Owning your career takes initiative
Nakia is a director on Cisco’s Customer Experience team and has been a proud Cisconian for 23 years. However, there was a time earlier in her career where she contemplated resigning. This all changed when she attended a life-changing conference in 2008.
“The Simmons Women Leadership Conference was my first time going to a large professional event targeted at women, helping to empower and develop leaders,” Nakia says. She saw women of different backgrounds including some who looked like her, proudly speaking as their true selves. And this meant a lot. As a Black woman who grew up in the rural southern United States, Nakia went from sometimes being the only woman and/or person of color in the room, to being in a room filled with women of different backgrounds who were current or aspiring leaders. It was powerful.
“I got a booster shot of confidence and encouragement. It was empowering to see people who have been on the same journey as me and have navigated challenges. I realized I needed to stay in those spaces every so often to be inspired to keep going. If those women at Simmons can go from engineers, to leaders, to CEOs–why can’t I?”

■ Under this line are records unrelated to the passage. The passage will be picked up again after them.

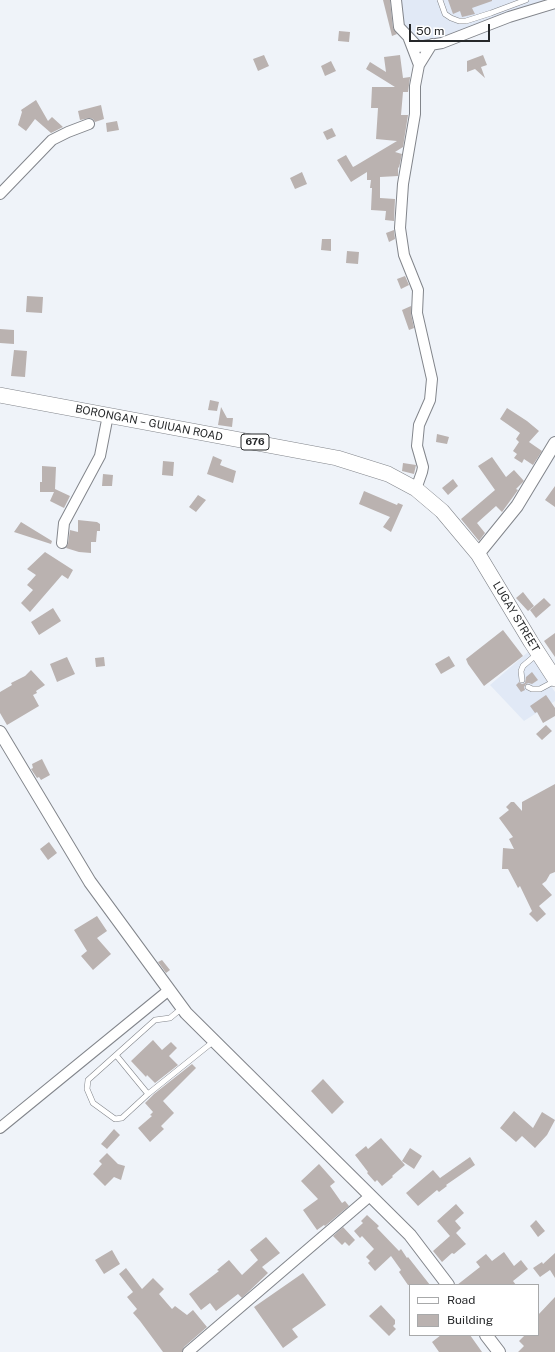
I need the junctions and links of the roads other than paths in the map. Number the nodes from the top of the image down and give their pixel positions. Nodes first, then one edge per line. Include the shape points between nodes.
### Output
1 (396, 0) edge
2 (440, 0) edge
3 (526, 0) edge
4 (555, 3) edge
5 (409, 37) junction
6 (432, 44) junction
7 (419, 65) junction
8 (89, 124) dead end
9 (0, 194) edge
10 (0, 394) edge
11 (108, 415) junction
12 (555, 443) edge
13 (416, 489) junction
14 (62, 543) dead end
15 (478, 554) junction
16 (538, 653) junction
17 (522, 680) dead end
18 (555, 680) edge
19 (528, 687) dead end
20 (0, 732) edge
21 (169, 990) junction
22 (182, 1008) junction
23 (214, 1041) junction
24 (116, 1055) junction
25 (148, 1094) junction
26 (0, 1128) edge
27 (370, 1196) junction
28 (447, 1284) edge
29 (487, 1336) edge
30 (188, 1352) edge
31 (499, 1352) edge

1 - 5 street via 399,27
2 - 3 lane via 446,14 458,21 466,21
4 - 6 street via 509,17 442,43
5 - 6 street via 418,47
5 - 7 street
6 - 7 street
7 - 13 street via 415,86 415,114 403,184 400,228 404,255 418,290 417,313 432,379 430,400 419,425 417,446 423,466
8 - 9 street via 52,140
10 - 11 main road, BORONGAN – GUIUAN ROAD / 676
11 - 13 main road, BORONGAN – GUIUAN ROAD / 676 via 337,458 388,474
11 - 14 street via 100,456 64,523
12 - 15 street via 517,506
13 - 15 main road, BORONGAN – GUIUAN ROAD / 676 via 442,511
15 - 16 main road, LUGAY STREET / 676
16 - 17 lane via 523,666
16 - 18 main road, LUGAY STREET / 676
18 - 19 lane via 540,689
20 - 21 street via 90,882
21 - 22 street
21 - 26 street
22 - 23 street
22 - 24 lane via 170,1018 155,1020
23 - 25 lane
23 - 27 street
24 - 25 lane
24 - 25 lane via 88,1080 87,1089 93,1103 115,1119 122,1118
27 - 28 street via 410,1235
27 - 30 street
29 - 31 street

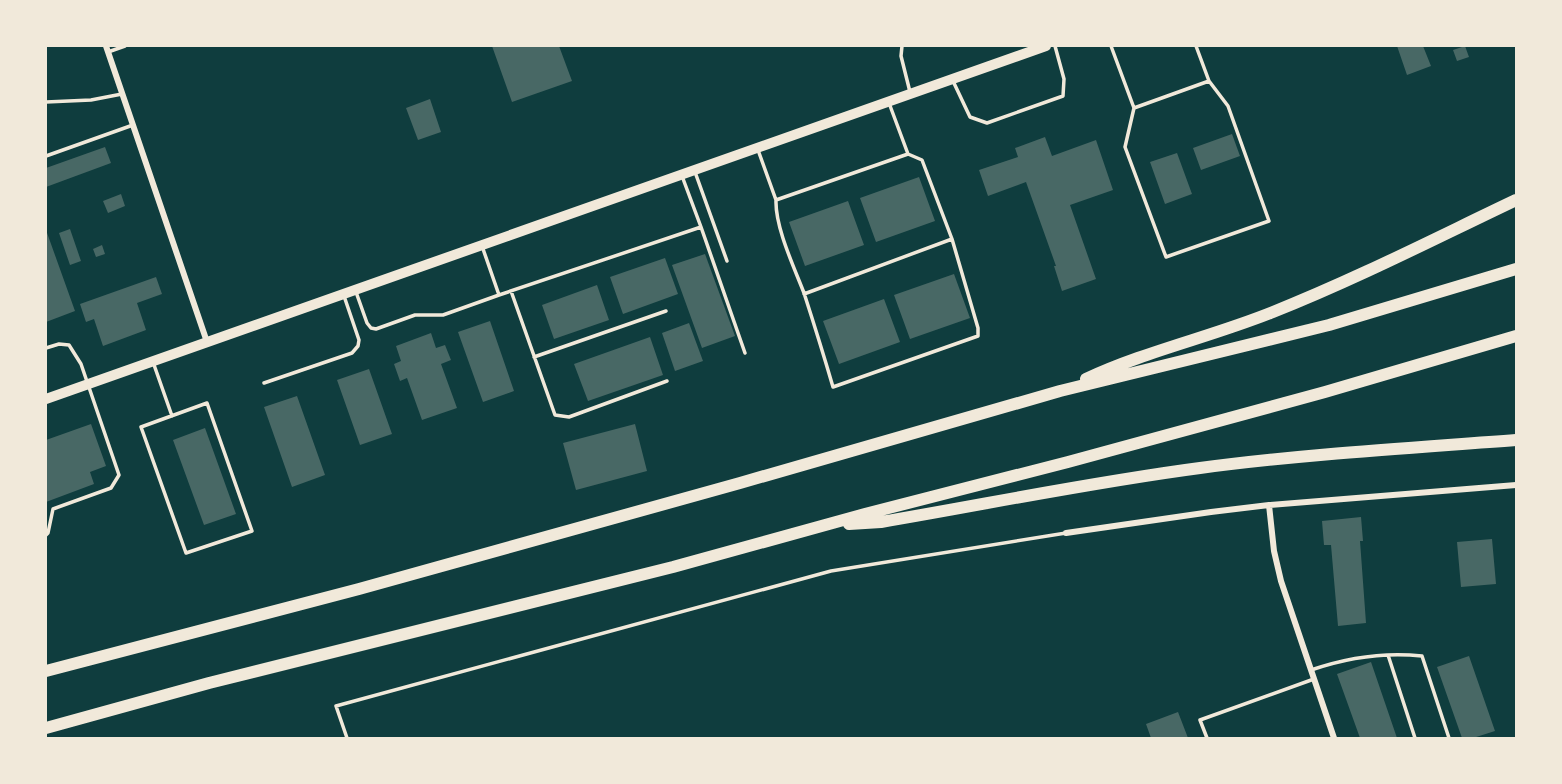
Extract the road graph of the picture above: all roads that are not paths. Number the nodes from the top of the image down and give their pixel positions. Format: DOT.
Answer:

Owning your career takes opportunity
Roughly half of Cisco’s DEI programs are available through strategic partnerships and conferences like Simmons. And Nakia has worked her way to attending many. In the years since Simmons, she’s also participated in the Executive Leadership Council, Information Technology Senior Management Forum, and Management Leadership for Tomorrow–programs all dedicated to developing leaders.
Through Cisco’s own learning and development solutions, Nakia has attended Next Generation Leaders, where managers and employees develop trust as a foundation for connecting across difference. She’s also been a sponsee and currently sponsors four people of different backgrounds through The Multiplier Effect (TME).
And, as a member of Connected Black Professional (CBP), Nakia participates in reverse mentoring which partners staff with senior executives to bridge gaps in differences and understanding. CBP is one of Cisco’s 28 Inclusive Communities where more than 30,000 employees can connect, develop leadership skills, and serve as change agents.
“These programs taught me more about showing up, networking strategically, and advocating for myself and others,” reflects Nakia. “They’re not the only reason I was promoted, but I know they were key factors in how I showed up as a leader in the organization and marketplace. They were transformational.”
Owning your career takes an investment
For years, companies treated DEI like leg day at the gym. They knew they should do it, skipped it anyway, and hoped it’d go unnoticed.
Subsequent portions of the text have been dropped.